Just as Cameco Corporation (CCJ) was drawing up a road map to exploit the enormous growth in demand for nuclear power, the Fukushima disaster turned the nuclear industry, and Cameco's fortunes, upside down overnight. Cameco stock is trading at less than half its 2011 values today.
The outlook for nuclear power, however, has improved substantially in the past year or so as several reactors have come on line, proving that uranium-fueled nuclear reactors remain a powerful and reliable source of power. That should be great news for Cameco, one of the world's largest uranium producers and a pure-nuclear play. Or is it too early to get excited given the glacial pace of reactor restarts, the overhang of global nuclear regulations, and the recent plunge in uranium prices? We asked two of our Fool contributors whether it's time to buy -- or avoid -- Cameco now. Here's what they had to say.
Cameco: An underrated growth story in the making
Neha Chamaria: I'm wary of mining stocks, but I simply couldn't ignore the number of nuclear reactor headlines that have hit my inbox in recent months. Japan's fifth reactor, Ikata 3, resumed operations last month, and another 20 are in the approval phase. Currently, there are 60 reactors under construction worldwide, including roughly 20 in China alone. If anything, these statistics signal the revival of nuclear power and demand for uranium. Cameco should be a key beneficiary of an uptick in demand for uranium given its scale of operations and foothold in the industry. It accounted for 18% of global uranium production last year.
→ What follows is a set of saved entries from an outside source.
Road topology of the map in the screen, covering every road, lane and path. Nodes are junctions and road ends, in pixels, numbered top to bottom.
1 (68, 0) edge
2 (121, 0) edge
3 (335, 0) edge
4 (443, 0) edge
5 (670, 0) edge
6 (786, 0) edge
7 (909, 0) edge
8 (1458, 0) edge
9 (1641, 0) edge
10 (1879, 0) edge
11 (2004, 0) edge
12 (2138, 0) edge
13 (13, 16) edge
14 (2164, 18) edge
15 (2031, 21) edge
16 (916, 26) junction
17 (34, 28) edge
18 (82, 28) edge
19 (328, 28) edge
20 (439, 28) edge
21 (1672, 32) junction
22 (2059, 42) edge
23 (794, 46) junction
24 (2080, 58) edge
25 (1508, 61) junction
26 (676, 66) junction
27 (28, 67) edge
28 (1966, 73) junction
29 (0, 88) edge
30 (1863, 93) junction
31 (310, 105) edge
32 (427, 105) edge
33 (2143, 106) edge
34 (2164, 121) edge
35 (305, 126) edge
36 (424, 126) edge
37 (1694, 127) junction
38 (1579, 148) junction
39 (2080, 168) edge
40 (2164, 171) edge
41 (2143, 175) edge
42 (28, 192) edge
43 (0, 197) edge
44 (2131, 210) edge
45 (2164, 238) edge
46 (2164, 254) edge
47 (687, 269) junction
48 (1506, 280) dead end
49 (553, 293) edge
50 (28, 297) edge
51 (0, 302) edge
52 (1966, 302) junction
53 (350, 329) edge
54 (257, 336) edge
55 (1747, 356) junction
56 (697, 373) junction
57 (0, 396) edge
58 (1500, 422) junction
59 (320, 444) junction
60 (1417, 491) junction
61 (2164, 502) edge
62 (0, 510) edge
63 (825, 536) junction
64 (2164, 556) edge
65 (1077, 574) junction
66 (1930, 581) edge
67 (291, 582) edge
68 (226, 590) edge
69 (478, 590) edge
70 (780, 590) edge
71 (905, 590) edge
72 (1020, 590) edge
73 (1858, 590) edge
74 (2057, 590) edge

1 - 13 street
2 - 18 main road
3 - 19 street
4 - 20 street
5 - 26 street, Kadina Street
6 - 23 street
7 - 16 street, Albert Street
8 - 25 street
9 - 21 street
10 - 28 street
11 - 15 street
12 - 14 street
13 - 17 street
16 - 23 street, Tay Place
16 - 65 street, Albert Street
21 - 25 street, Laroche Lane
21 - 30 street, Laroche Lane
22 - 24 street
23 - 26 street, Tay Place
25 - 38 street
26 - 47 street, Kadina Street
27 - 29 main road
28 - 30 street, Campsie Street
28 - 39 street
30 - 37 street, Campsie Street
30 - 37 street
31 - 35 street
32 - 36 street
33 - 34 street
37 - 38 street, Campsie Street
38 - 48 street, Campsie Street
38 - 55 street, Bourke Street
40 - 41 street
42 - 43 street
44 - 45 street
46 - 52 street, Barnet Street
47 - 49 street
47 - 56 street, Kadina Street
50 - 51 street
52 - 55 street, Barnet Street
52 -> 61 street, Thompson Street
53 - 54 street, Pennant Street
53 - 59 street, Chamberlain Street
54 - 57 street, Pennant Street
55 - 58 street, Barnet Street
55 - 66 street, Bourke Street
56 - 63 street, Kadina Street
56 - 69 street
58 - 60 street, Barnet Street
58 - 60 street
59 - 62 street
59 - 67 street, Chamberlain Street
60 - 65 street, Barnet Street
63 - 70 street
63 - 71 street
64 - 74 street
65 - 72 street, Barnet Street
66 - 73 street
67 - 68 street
In fact, Cameco's 2015 annual report suggests that it already has its hands full, with commitments to sell about 190 million pounds of uranium through 2018. That's more than six times the amount of uranium it sold in 2015. To meet demand, Cameco is aggressively ramping up production, with focus on its Cigar Lake project, which boasts high-grade, low-cost ore. Lower costs should prove handy at a time when uranium prices are under significant distress.
I believe uranium prices should bottom in the near future, too, as demand rises faster than supply. That, coupled with lower costs, should boost Cameco's revenue and profits, allowing it to maintain its dividend streak. You might be surprised, but Cameco hasn't missed a dividend since 1991. Yes, even through the Fukushima disaster that almost brought Cameco's survival into question, management made it without a dividend cut. That's incredible, to say the least, and a great reason to buy the stock for the long haul, especially given its attractive price and 3.4% dividend yield today.
Cameco is no slam dunk
Reuben Gregg Brewer: I happen to like the Cameco story, so I'm generally positive on the stock. But that doesn't mean that there aren't things that worry me about it. For example, uranium and nuclear power have a major image problem. It's kind of like the airline industry, where one disaster gets headlines while the millions of safe flights go completely unnoticed. The catastrophic nature of a nuclear meltdown grabs the headlines and suddenly everyone hates nuclear power.
After the Fukushima disaster in Japan, for example, Japan shut all of its reactors, and Germany swore off nuclear power, too. You can argue whether such choices are good or bad, but they show that there's a pent-up fear of nuclear power that will always pose a headwind to the energy source. If you can't stomach that, and the volatility that goes with it, you shouldn't own Cameco.
Then there's the issue of Cameco's expectations for the growth of the uranium market, which will depend on demand from emerging markets like China and India. Those two nations are currently building 27 new reactors, with China expected by some to have as many as 100 new nuclear power plants by 2030. So there's good reason to buy into the story.
However, China has also been expanding its presence in the uranium-mining arena. Uranium prices have been so low that it makes sense for the country to buy on the open market. But higher uranium prices could actually lead to lower demand from this nation if it starts to use its own mines to supply its needs. If that were to happen, Cameco's growth projections could turn out to be on the rosy side. That doesn't mean that there won't be demand -- just that it might not be as robust as expected today. If you can't accept a little variation in Cameco's positive outlook, then maybe you'd be better off somewhere else.
Then there's the issue of alternatives. Solar and wind are increasingly viable options competing with other fuel sources. And while uranium can claim to be a low-carbon fuel, it is time-consuming, expensive, and technically challenging to build. Solar and wind aren't free and easy, but they certainly aren't as difficult as nuclear power. As solar and wind technology continues to advance, nuclear could find it more difficult to compete. Add in the fuel's image problems, and renewable alternatives look even better. If you buy Cameco, this is an issue you have to keep in the back of your mind.
There are good reasons to buy Cameco today. But don't get so caught up in the positives that you forget to examine the risks. These are a few of the big-picture issues that give me pause. You might find they are just enough to keep you away from the world's largest publicly traded uranium miner.